The unlucky Marionette, hearing this, began to cry and wail and beg. With tears streaming down his cheeks, he said:

“How much better it would have been for me to go to school! I did listen to my playmates and now I am paying for it! Oh! Oh! Oh!”

And as he struggled and squirmed like an eel to escape from him, the Green Fisherman took a stout cord and tied him hand and foot, and threw him into the bottom of the tub with the others.

Then he pulled a wooden bowl full of flour out of a cupboard and started to roll the fish into it, one by one. When they were white with it, he threw them into the pan. The first to dance in the hot oil were the mullets, the bass followed, then the whitefish, the flounders, and the anchovies. Pinocchio’s turn came last. Seeing himself so near to death (and such a horrible death!) he began to tremble so with fright that he had no voice left with which to beg for his life.

The poor boy beseeched only with his eyes. But the Green Fisherman, not even noticing that it was he, turned him over and over in the flour until he looked like a Marionette made of chalk.

Then he took him by the head and . . .





CHAPTER 29

Pinocchio returns to the Fairy’s house and she promises him that, on the morrow, he will cease to be a Marionette and become a boy. A wonderful party of coffee-and-milk to celebrate the great event.

Mindful of what the Fisherman had said, Pinocchio knew that all hope of being saved had gone. He closed his eyes and waited for the final moment.

Suddenly, a large Dog, attracted by the odor of the boiling oil, came running into the cave.
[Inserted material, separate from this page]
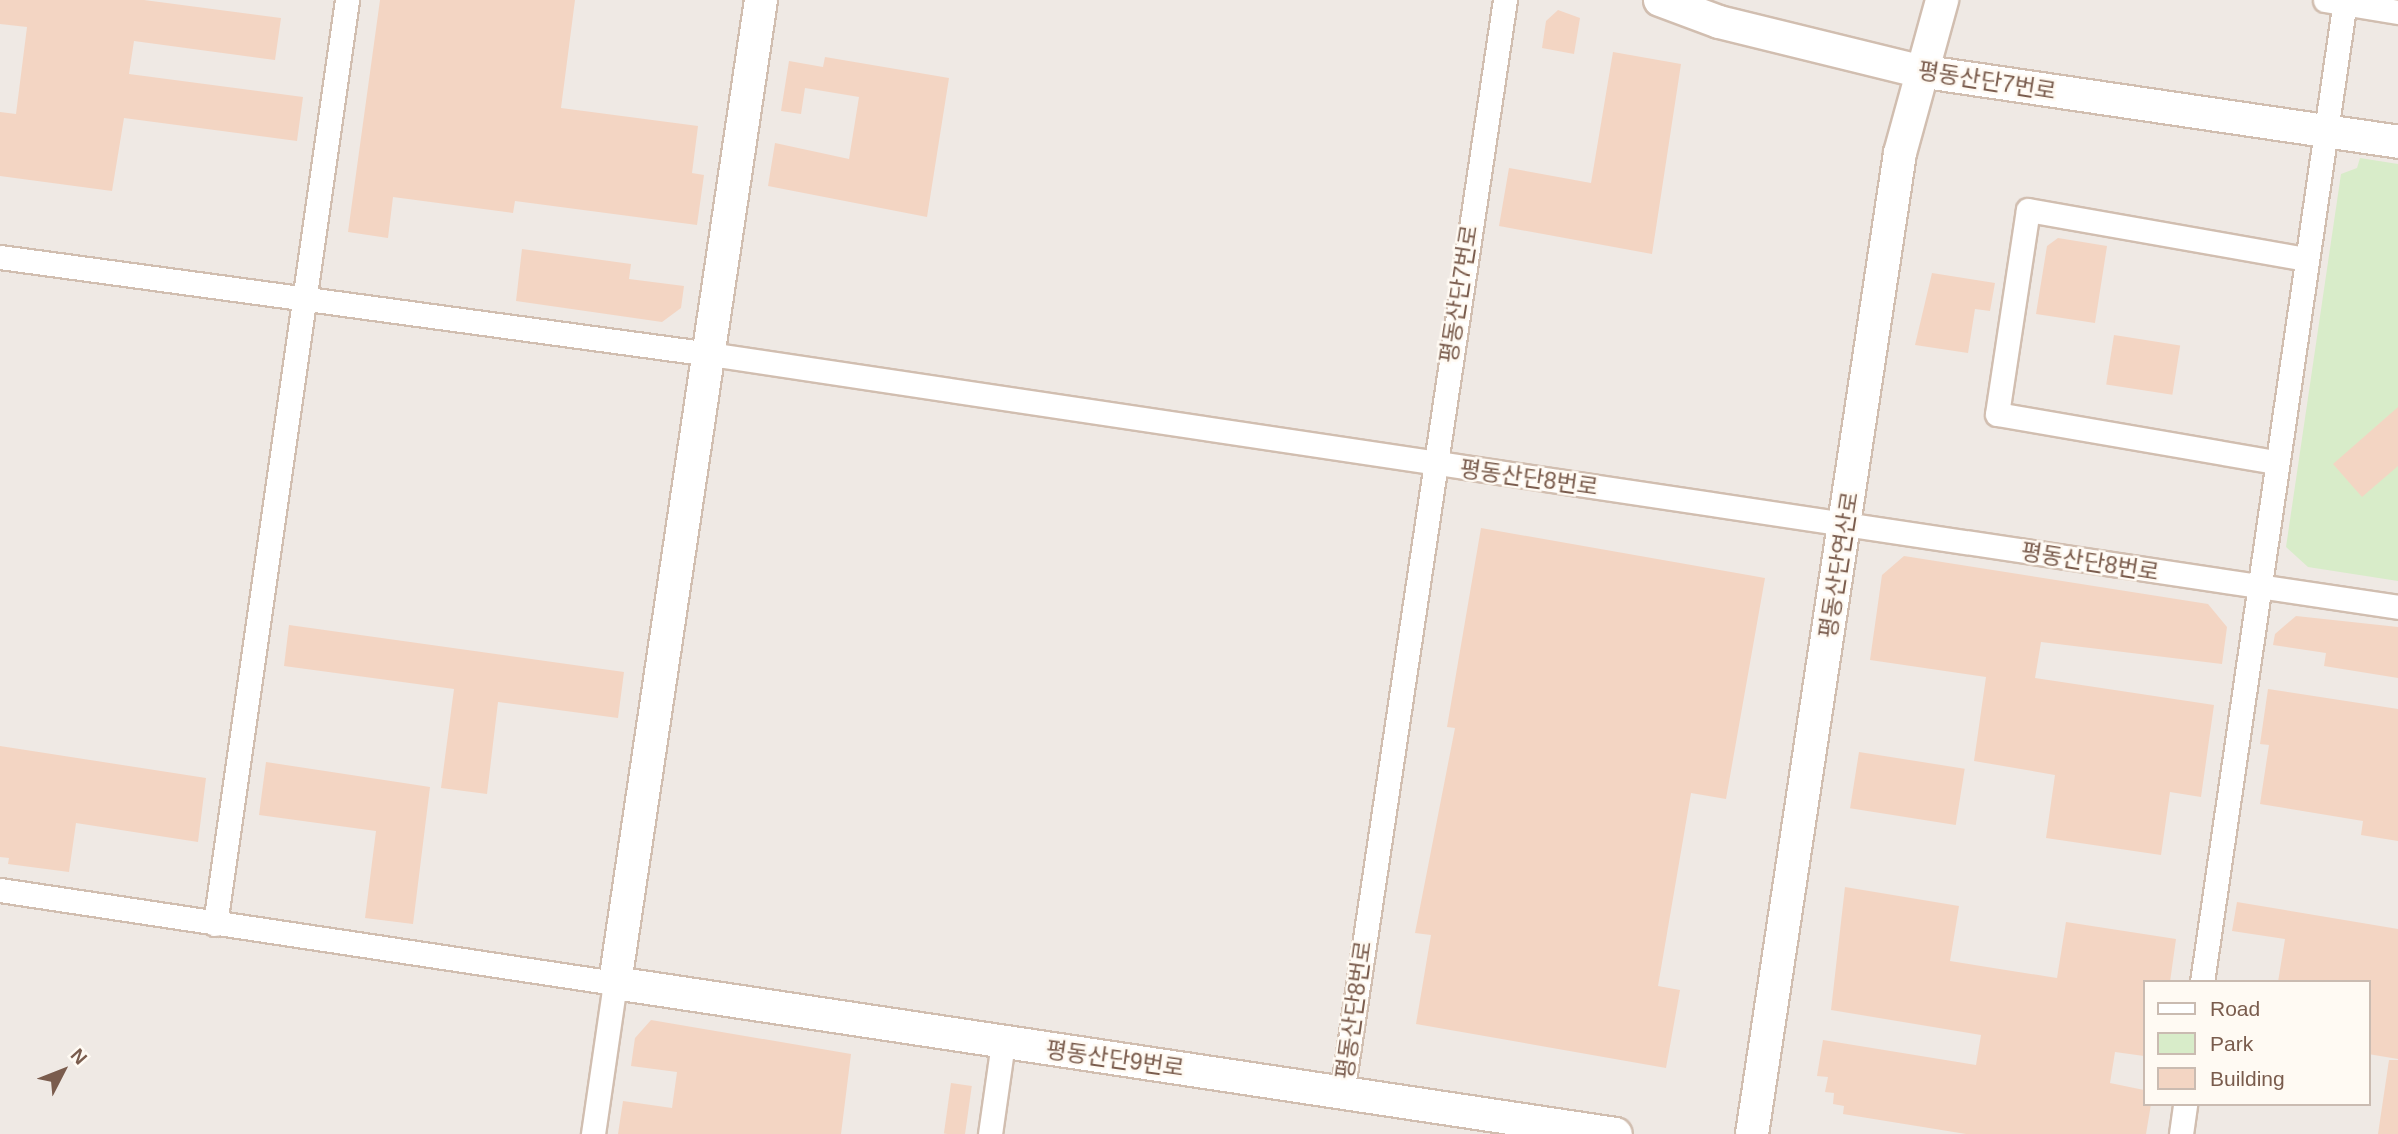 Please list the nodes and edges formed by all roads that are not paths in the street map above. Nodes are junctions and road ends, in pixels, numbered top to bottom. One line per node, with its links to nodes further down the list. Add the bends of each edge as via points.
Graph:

“Get out!” cried the Fisherman threateningly and still holding onto the Marionette, who was all covered with flour.

But the poor Dog was very hungry, and whining and wagging his tail, he tried to say:

“Give me a bite of the fish and I’ll go in peace.”

“Get out, I say!” repeated the Fisherman.

And he drew back his foot to give the Dog a kick.

Then the Dog, who, being really hungry, would take no refusal, turned in a rage toward the Fisherman and bared his terrible fangs. And at that moment, a pitiful little voice was heard saying: “Save me, Alidoro; if you don’t, I fry!”

The Dog immediately recognized Pinocchio’s voice. Great was his surprise to find that the voice came from the little flour-covered bundle that the Fisherman held in his hand.

Then what did he do? With one great leap, he grasped that bundle in his mouth and, holding it lightly between his teeth, ran through the door and disappeared like a flash!

The Fisherman, angry at seeing his meal snatched from under his nose, ran after the Dog, but a bad fit of coughing made him stop and turn back.

Meanwhile, Alidoro, as soon as he had found the road which led to the village, stopped and dropped Pinocchio softly to the ground.

“How much I do thank you!” said the Marionette.

“It is not necessary,” answered the Dog. “You saved me once, and what is given is always returned. We are in this world to help one another.”

“But how did you get in that cave?”

“I was lying here on the sand more dead than alive, when an appetizing odor of fried fish came to me. That odor tickled my hunger and I followed it. Oh, if I had come a moment later!”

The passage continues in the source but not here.